The legislative consent process could, of course, become the focal point for yet another more-heat-than-light constitutional tug of war, with party politicking to the fore. But are we not all tired of that?

We could, of course, choose to do things differently. Consultation is an already well-established part of the legislative consent process at Holyrood and, drawing on the experiences that helped bring the Scottish Parliament into being 25 years ago, that consultation could become a genuine civic engagement.

We have the wherewithal to construct a process of all-Scotland conversation, starting within a matter of months, that takes Labour’s plans as a starting point while including also more independence and full independence – no option ruled out, no option favoured. It would be an attempt to actually discover the constitutional will of the Scottish people.

The question is a simple one. We are being presented with serious plans for change, should Holyrood consent to them, or do the people of Scotland genuinely want more?

Consent might be given with a straightforward yes. Labour’s plans might best reflect the will of the Scottish people. Or the answer could be a ‘yes, but...’ or ‘no, unless....’

We might discover, in this process of real civic engagement, that the will of the Scottish people is for something more. The people of Scotland might wish their Parliament to agree to Labour’s plans, but only on the basis of some important additions, for example, gaining more job-creating powers or, indeed, securing the power for Holyrood to legislate for an independence referendum.

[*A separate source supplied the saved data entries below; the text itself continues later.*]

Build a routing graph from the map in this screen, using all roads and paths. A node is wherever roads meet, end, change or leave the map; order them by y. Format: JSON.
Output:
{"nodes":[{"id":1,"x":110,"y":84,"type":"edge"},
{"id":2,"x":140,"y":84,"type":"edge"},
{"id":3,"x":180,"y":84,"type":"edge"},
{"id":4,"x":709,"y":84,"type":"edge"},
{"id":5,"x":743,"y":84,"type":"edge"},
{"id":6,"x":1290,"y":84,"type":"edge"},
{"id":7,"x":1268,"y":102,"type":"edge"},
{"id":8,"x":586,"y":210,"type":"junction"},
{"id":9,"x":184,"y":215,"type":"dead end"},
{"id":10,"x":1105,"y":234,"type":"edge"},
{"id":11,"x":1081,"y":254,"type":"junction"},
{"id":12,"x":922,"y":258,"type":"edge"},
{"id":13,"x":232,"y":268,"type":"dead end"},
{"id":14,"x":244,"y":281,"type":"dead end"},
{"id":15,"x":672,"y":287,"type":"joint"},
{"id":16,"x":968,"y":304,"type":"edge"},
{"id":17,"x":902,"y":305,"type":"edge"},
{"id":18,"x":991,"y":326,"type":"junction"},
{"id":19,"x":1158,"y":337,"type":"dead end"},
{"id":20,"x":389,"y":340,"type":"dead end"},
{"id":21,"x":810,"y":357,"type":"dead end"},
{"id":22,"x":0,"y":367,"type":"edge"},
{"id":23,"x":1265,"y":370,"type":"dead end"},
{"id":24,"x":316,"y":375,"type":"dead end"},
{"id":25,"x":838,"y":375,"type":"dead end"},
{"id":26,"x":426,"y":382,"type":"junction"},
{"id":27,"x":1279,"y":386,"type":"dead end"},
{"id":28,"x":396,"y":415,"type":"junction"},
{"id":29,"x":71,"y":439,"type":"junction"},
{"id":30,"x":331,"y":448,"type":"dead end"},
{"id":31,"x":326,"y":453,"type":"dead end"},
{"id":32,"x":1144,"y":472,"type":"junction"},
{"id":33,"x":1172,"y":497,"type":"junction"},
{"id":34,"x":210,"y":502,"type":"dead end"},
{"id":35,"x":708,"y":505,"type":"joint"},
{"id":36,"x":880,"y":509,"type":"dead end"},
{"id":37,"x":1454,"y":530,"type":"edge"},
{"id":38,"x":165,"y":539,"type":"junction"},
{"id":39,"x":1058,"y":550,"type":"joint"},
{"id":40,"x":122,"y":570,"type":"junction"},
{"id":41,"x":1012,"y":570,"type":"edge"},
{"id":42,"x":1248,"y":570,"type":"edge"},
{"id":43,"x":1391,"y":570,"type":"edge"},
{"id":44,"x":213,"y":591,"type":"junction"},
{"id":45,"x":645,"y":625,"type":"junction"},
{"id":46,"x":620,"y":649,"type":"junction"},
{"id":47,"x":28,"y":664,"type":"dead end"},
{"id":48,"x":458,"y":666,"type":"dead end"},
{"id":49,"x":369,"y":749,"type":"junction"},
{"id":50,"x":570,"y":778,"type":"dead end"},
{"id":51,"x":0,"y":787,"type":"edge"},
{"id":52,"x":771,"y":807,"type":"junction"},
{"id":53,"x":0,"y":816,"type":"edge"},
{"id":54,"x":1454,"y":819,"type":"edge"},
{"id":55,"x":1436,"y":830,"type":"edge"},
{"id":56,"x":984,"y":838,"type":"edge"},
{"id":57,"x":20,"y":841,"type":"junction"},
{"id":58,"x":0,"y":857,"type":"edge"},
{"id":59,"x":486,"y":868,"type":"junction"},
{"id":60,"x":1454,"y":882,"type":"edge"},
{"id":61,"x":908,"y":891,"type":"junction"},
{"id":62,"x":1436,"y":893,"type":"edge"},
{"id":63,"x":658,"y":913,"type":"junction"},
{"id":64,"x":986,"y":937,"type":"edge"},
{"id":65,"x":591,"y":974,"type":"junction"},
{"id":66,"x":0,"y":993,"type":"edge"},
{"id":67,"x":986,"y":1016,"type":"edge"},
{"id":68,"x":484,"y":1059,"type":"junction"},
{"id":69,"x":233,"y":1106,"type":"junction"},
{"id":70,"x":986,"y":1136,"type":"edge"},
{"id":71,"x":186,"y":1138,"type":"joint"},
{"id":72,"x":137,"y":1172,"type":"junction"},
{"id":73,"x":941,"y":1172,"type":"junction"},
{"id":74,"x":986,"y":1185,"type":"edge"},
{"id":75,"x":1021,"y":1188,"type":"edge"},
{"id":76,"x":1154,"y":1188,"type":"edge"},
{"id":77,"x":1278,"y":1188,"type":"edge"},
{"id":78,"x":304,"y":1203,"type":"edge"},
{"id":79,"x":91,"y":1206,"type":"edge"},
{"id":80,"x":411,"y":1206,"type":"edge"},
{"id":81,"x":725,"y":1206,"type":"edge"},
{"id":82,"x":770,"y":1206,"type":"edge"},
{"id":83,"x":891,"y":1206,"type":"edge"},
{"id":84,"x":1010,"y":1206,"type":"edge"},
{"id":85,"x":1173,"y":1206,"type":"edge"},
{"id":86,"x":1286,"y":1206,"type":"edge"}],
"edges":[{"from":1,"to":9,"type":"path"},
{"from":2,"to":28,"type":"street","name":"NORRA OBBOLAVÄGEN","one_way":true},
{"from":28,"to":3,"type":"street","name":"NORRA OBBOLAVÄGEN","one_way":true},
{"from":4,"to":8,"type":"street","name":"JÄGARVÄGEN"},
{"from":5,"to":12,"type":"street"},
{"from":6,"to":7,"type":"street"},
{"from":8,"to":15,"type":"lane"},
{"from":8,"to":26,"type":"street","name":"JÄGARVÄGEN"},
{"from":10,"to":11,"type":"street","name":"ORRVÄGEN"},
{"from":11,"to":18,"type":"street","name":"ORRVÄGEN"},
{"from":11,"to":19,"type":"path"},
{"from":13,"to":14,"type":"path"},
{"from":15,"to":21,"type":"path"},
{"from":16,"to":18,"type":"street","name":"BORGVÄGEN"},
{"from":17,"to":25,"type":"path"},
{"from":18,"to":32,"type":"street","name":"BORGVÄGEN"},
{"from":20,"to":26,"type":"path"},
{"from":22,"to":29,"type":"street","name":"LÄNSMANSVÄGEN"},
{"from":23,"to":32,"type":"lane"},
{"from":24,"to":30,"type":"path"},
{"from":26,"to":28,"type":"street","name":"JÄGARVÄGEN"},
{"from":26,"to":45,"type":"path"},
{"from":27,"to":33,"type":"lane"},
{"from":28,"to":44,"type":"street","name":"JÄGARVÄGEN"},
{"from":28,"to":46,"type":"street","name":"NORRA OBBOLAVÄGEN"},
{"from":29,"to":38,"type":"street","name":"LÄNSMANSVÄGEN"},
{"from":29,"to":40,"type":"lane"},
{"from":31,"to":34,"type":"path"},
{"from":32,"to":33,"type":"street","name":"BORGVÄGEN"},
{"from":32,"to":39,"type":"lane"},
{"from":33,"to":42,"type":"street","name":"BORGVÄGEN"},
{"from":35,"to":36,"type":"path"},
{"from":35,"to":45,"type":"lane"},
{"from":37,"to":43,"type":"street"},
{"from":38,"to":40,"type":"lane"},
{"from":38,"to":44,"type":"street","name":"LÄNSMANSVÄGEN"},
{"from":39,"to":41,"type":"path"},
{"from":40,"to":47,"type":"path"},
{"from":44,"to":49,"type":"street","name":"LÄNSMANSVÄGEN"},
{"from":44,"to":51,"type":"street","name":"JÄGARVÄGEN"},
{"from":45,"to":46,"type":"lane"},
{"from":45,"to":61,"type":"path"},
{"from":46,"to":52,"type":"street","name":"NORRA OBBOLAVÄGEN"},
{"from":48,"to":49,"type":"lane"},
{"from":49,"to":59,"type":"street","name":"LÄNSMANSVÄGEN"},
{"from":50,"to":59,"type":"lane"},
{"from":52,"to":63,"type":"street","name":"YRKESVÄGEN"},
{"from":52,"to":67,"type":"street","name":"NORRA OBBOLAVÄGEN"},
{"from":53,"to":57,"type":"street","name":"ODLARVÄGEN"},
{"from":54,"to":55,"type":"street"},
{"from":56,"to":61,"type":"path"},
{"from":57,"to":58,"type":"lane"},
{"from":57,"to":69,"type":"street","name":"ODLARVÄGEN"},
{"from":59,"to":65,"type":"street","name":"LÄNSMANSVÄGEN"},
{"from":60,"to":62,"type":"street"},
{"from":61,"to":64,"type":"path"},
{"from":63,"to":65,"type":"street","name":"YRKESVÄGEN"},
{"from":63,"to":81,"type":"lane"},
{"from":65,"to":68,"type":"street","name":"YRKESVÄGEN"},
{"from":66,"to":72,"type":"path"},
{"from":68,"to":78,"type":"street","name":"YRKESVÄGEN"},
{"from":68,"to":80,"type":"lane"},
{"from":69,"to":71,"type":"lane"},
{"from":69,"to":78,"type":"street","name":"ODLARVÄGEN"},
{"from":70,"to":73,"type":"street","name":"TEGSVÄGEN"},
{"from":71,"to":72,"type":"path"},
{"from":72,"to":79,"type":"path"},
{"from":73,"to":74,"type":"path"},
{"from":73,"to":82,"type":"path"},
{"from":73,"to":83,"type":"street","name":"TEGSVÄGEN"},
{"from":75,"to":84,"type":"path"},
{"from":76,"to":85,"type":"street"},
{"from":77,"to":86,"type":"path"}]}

How would a Labour government respond to a vote in the Scottish Parliament setting, as a condition for legislative consent, the granting of the power to hold an independence referendum? I can already hear the voices insisting that Prime Minister Starmer would ignore it, but does that not go against the very grain of the changes he is looking to introduce? A bold ‘take back control’ becoming instead the same old ‘take it or leave it’.

This, to be clear, is not some nationalist ploy to block or undermine the Labour plans. Rather, it reflects their logical conclusion: consent is either something real or it is no consent at all.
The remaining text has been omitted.